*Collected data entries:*

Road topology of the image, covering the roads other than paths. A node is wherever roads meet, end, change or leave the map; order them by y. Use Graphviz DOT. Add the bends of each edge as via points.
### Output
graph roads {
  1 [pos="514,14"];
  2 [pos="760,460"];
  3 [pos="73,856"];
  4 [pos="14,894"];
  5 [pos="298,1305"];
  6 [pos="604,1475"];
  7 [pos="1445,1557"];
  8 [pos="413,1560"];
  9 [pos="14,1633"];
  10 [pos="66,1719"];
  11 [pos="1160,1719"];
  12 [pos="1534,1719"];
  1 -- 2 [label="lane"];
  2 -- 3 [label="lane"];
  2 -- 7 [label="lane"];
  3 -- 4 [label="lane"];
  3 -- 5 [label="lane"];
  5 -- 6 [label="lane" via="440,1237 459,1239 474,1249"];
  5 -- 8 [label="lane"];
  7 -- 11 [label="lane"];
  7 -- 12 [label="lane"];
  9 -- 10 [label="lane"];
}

*ABOUT THIS EXERCISE:*
Once more, write out the entries exactly as they were written.

*YOUR RESPONSE:*
Road topology of the image, covering the roads other than paths. A node is wherever roads meet, end, change or leave the map; order them by y. Use Graphviz DOT. Add the bends of each edge as via points.
### Output
graph roads {
  1 [pos="514,14"];
  2 [pos="760,460"];
  3 [pos="73,856"];
  4 [pos="14,894"];
  5 [pos="298,1305"];
  6 [pos="604,1475"];
  7 [pos="1445,1557"];
  8 [pos="413,1560"];
  9 [pos="14,1633"];
  10 [pos="66,1719"];
  11 [pos="1160,1719"];
  12 [pos="1534,1719"];
  1 -- 2 [label="lane"];
  2 -- 3 [label="lane"];
  2 -- 7 [label="lane"];
  3 -- 4 [label="lane"];
  3 -- 5 [label="lane"];
  5 -- 6 [label="lane" via="440,1237 459,1239 474,1249"];
  5 -- 8 [label="lane"];
  7 -- 11 [label="lane"];
  7 -- 12 [label="lane"];
  9 -- 10 [label="lane"];
}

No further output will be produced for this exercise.